Guest: Rachel Maddow, Chris Matthews
High: Wrap-up of the president‘s prime-time news conference.
Spec: Politics; Economy
KEITH OLBERMANN, MSNBC ANCHOR: With the repeated promise that his stimulus program was not only necessary, urgent, but will produce 4 million new jobs -- 90 percent of them in the private sector. But with bipartisanship or the lack thereof, seemingly, the main focus of the reporters in the room—President Barack Obama thus concludes his first news conference as the nation‘s 44th president. And yes, his answers to two of the first three questions of that first news conference—thorough and eloquent and crafted—were roughly seven minutes long each.
Keith Olbermann, back in New York, with you for an abbreviated edition of COUNTDOWN.
Let‘s turn immediately to two of my MSNBC colleagues, Chris Matthews the host of “HARBALL,” and Rachel Maddow, the host of “THE RACHEL MADDOW SHOW.”
And, Chris, I‘ll start off with you here.
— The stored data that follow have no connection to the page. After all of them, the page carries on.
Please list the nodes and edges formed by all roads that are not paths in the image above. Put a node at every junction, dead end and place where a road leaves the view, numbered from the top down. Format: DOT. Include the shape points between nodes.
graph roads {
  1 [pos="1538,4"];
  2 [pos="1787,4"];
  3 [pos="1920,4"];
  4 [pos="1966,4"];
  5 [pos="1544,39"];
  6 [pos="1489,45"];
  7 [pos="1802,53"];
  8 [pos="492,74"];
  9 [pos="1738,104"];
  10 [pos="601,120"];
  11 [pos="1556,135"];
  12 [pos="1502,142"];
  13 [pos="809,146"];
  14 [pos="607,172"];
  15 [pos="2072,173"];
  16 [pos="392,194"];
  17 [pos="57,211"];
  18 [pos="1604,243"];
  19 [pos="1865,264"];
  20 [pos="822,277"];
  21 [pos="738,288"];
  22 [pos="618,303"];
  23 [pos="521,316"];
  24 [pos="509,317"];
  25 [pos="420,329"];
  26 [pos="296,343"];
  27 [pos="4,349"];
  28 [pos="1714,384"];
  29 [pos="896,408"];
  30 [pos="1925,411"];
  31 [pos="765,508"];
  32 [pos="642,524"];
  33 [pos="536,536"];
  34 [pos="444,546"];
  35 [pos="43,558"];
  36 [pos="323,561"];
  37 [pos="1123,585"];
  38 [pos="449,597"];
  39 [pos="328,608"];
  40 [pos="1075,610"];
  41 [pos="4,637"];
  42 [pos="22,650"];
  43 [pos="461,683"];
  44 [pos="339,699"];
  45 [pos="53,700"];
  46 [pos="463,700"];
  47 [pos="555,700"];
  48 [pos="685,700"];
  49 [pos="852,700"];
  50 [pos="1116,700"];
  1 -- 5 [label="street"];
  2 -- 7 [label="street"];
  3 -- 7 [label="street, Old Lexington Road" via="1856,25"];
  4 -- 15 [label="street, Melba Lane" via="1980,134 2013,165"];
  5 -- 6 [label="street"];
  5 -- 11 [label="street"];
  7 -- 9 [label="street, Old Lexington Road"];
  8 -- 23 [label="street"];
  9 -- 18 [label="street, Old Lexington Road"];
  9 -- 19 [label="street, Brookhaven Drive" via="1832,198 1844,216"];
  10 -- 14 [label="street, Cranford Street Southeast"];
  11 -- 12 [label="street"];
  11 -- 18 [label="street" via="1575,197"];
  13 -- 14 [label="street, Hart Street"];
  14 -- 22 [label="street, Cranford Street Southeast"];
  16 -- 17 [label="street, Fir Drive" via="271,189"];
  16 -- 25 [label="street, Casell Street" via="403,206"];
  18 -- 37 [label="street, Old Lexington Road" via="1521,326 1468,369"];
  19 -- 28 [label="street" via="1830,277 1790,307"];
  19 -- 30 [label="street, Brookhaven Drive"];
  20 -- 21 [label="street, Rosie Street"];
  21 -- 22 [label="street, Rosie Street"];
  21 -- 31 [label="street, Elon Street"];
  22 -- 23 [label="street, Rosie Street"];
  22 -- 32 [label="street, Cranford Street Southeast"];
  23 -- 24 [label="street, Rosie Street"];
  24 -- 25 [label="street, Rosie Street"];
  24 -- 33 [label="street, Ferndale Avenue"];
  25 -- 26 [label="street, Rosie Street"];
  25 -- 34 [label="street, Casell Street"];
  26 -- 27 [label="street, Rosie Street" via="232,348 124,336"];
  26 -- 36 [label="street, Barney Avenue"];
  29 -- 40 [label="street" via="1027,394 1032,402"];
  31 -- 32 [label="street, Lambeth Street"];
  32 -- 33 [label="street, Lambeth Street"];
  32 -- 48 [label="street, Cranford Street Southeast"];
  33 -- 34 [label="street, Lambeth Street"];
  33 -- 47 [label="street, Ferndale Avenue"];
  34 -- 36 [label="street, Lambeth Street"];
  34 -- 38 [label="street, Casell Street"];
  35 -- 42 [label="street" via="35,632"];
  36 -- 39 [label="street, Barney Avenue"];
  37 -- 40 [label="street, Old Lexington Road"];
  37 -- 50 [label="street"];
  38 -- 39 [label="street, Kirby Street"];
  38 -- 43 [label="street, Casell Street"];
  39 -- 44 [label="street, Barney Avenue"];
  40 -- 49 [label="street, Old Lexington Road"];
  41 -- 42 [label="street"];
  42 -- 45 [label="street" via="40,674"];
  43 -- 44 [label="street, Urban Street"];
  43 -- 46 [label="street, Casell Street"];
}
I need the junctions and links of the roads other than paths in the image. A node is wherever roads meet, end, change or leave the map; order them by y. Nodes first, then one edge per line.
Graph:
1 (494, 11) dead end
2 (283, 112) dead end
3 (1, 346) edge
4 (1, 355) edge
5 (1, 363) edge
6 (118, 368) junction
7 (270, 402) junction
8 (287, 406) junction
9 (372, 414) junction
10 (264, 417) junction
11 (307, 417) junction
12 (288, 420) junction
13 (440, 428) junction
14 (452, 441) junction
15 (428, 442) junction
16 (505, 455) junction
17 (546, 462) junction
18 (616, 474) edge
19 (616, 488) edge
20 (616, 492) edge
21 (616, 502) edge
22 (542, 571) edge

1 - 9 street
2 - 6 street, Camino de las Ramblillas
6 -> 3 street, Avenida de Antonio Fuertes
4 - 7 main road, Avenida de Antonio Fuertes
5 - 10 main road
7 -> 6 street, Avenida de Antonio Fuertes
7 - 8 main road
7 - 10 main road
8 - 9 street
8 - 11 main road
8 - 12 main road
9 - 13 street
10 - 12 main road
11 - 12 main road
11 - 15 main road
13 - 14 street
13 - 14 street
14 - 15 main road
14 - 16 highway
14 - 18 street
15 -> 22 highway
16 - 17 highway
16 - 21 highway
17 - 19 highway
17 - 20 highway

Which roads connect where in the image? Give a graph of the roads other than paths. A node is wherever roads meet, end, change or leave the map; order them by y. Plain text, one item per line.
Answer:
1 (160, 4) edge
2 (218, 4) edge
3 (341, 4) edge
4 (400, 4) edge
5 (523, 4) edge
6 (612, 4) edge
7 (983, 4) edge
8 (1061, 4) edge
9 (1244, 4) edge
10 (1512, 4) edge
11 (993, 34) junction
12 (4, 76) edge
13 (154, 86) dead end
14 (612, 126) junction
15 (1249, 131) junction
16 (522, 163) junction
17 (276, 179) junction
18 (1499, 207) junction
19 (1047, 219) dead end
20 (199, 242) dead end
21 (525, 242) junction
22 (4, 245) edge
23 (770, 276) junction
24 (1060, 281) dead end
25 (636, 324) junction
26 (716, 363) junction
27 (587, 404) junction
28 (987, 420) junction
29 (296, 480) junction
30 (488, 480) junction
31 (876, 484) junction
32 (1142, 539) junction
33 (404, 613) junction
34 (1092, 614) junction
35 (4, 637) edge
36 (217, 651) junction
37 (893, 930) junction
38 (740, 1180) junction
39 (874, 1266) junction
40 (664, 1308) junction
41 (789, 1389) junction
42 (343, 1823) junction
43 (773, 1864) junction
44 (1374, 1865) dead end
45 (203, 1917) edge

The reference that the president just made at the end there, the ideological blockage, and the presentation of this by the questioners as the stimulus bill representing some sort of bipartisan failure—you get three Republicans to jump-ship in this partisan times, is that a failure or an extraordinary development of success that people think of it themselves?
CHRIS MATTHEWS, “HARDBALL”: Well, it‘s a necessity to get past 60 votes. We can argue about that Senate procedure. I thought he was very eloquent tonight and very useful to our representative democracy into explaining why he‘s not getting tougher with the Republicans.
He used the velvet glove a couple of times, saying, “Look, it‘s hard for me not to be tough on people who doubled the national debt. It‘s hard for me not to recognize the deficiencies in the argument of politicians who disagree with almost all economists.” He was very nice about it, even subtle. But clearly, he was making his points but he‘s really making an effort, it seems, to build a four-year record ahead of him.
I have never seen such forward-looking attitude from a politician. He kept saying, “I‘m not doing this for this week, I‘m doing this for the next four years,” which is to try to build civility and to get past these bad habits of partisanship.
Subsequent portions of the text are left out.